In this tutorial we will learn how and why to use multiple catch blocks with try block to handle exceptions in Kotlin. A try block can have multiple catch blocks. Multiple catch blocks are used to catch different type of exceptions.

The syntax of multiple catch block is:

try {
    // Code which may throw multiple exceptions
}catch (exception: ExceptionType1){
    // Handling exception
}catch (exception: ExceptionType2){
    // Handling exception
}catch (exception: ExceptionType3){
    // Handling exception
}

As you can see above, we have specified different exception types for each catch block. Multiple catch blocks are used to handle different types of exceptions differently, for example, print different message for user in case of different exceptions.

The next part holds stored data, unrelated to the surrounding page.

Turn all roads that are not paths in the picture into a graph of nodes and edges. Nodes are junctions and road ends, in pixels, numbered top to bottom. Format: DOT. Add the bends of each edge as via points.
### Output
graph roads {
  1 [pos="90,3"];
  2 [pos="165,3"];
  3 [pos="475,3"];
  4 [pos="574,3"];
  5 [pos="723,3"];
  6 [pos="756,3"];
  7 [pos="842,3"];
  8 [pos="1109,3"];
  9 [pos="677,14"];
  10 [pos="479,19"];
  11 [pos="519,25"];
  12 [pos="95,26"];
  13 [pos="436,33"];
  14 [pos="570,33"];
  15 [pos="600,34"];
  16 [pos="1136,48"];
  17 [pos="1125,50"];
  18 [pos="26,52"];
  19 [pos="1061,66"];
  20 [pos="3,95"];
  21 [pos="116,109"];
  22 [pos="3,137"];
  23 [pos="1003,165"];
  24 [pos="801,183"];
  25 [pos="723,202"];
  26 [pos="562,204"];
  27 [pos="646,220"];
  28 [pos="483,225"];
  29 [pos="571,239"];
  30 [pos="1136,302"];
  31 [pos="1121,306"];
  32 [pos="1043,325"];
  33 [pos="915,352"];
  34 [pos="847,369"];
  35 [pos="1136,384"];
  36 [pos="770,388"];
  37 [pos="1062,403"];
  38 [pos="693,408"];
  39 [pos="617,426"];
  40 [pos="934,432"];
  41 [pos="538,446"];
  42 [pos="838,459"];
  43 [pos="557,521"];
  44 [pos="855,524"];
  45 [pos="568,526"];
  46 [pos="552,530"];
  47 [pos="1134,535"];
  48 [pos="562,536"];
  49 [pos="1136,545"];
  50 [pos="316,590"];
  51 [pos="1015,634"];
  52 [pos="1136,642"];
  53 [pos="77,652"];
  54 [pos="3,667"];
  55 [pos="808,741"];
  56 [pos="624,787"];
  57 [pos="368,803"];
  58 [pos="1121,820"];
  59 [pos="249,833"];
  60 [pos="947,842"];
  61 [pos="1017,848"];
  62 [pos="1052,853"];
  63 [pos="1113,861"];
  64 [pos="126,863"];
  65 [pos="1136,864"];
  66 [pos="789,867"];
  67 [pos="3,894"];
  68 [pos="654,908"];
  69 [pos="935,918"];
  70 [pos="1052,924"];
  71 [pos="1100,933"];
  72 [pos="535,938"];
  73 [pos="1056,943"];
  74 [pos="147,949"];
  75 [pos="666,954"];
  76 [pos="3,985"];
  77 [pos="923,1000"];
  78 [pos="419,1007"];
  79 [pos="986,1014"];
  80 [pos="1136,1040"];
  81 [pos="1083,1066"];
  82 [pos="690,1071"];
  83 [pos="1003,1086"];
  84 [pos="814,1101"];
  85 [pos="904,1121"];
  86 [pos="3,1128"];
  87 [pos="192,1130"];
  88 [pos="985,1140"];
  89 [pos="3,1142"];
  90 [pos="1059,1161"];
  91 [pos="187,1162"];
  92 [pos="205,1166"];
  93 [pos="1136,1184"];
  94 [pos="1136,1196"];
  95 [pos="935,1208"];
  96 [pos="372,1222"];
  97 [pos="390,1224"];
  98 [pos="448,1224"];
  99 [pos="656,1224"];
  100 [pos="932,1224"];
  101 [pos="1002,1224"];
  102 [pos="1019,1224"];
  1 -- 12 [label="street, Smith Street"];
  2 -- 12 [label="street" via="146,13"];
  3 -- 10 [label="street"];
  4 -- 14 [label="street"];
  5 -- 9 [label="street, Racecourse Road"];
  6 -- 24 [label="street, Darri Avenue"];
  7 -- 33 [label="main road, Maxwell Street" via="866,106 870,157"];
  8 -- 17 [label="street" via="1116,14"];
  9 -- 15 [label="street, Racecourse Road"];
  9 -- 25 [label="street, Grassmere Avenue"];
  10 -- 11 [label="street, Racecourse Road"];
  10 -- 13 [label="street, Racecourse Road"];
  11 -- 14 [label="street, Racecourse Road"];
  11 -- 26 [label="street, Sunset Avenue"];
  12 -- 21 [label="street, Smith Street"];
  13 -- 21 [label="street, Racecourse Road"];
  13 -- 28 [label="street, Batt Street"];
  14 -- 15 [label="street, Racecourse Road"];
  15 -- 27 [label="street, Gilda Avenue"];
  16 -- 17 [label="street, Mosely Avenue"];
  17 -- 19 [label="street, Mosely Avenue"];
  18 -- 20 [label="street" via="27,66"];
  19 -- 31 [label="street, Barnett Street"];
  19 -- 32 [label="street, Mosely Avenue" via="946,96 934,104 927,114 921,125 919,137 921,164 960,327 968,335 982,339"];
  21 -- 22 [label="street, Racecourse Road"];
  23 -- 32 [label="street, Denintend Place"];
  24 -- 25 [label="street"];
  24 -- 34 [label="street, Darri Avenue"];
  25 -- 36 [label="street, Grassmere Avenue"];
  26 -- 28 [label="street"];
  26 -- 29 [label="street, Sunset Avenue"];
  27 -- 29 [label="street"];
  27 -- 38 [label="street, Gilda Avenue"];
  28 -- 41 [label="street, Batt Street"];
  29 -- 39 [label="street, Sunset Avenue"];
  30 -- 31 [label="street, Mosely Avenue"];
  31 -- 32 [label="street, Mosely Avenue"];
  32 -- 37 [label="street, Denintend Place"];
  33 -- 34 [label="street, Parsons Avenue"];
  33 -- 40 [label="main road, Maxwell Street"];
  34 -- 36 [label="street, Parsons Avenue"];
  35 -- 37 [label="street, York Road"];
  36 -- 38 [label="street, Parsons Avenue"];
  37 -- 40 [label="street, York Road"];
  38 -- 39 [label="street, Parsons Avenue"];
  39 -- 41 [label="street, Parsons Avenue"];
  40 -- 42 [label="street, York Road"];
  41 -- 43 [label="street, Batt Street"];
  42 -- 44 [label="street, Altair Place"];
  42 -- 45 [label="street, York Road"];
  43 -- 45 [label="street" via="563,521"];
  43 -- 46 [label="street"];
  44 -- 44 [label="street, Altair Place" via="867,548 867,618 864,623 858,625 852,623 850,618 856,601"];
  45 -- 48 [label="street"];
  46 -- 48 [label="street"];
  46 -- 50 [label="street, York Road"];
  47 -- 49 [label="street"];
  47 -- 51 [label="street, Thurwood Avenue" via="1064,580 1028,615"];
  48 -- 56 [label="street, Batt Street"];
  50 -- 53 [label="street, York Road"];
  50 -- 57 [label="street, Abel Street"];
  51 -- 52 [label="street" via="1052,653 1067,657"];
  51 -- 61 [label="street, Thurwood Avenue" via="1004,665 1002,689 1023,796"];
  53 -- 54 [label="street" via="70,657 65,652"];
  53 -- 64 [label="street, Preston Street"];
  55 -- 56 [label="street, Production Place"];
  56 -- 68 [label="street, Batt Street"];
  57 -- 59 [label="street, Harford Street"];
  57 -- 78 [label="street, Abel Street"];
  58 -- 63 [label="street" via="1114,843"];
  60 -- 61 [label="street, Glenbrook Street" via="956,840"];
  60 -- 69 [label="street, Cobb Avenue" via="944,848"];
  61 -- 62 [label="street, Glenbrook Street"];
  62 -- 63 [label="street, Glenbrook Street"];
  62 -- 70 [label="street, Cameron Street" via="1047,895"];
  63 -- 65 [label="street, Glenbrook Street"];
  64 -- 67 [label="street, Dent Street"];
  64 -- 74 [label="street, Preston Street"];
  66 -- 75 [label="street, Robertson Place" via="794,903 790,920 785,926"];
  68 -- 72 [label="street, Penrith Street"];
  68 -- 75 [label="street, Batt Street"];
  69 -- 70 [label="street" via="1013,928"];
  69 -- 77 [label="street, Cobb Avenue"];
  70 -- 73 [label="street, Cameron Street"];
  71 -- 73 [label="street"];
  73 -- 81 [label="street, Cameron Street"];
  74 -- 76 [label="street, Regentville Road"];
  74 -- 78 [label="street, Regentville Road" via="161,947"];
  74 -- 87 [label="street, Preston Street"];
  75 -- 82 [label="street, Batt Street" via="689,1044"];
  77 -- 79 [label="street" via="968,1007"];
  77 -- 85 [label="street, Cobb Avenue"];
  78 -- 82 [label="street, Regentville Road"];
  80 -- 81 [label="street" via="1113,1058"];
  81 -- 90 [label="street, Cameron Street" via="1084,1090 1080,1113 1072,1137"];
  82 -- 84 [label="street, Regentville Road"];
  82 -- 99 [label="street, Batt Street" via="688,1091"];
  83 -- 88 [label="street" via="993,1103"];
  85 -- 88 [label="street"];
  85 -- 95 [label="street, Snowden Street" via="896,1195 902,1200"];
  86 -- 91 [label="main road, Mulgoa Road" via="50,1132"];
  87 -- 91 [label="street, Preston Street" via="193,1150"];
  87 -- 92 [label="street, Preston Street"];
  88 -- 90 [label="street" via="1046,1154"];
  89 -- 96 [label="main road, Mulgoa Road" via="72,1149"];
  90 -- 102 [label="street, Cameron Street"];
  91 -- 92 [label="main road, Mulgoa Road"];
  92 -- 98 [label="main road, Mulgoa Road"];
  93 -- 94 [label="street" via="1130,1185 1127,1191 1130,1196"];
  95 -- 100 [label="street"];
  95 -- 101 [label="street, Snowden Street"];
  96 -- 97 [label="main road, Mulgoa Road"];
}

Kotlin Multiple catch block - Example

Let us first see an example in which we will catch multiple exceptions. We will take two numbers as input from user and divide them:

fun main() {
    try {
        val a: Int = Integer.parseInt(readLine())
        val b: Int = Integer.parseInt(readLine())
        println("The Division of $a and $b is: ${a/b}")
    }catch (exception: NumberFormatException){
        println("Caught NumberFormatException: Numbers entered are invalid!!")
    }catch (exception: ArithmeticException){
        println("Caught ArithmeticException: Divided by zero!!")
    }catch (exception: Exception){
        println("Caught Exception!!")
    }

}

Here we have caught NumberFormatException, ArithmeticException and general Exception. For different inputs, output is:

  • a = 10, b = 5


    The Division of 10 and 5 is: 2

  • a = 10, b = 0


    Caught ArithmeticException: Divided by zero!!

  • a = 10, b = "Hello"


    Caught NumberFormatException: Numbers entered are invalid!!

As you can see in the code examples above, we have handled 3 exceptions, using 3 different catch blocks. We have used to specific exception classes, namely, NumberFormatException and ArithmeticException which will handle specific use cases.

Then we have the third catch block with Exception class which is the parent class for many exception classes. The order of exceptions in multiple catch blocks also matters.

  • The order of catch block must be specific to general. The specific exception must be caught first(like we the NumberFormatException and ArithmeticException first) and then the generalized exception should be caught at last.
    If we place the Exception class first, all others exceptions will be caught by this catch block only.

  • Another important point to remember is that only one catch block will be executed. Only one exception can be occur at a time and the catch block for that particular exception is executed.

Summary

In this tutorial we learned how we can use multiple catch block in Kotlin to handle multiple different exception types. In the next tutorial we will discuss about nested catch block in Kotlin.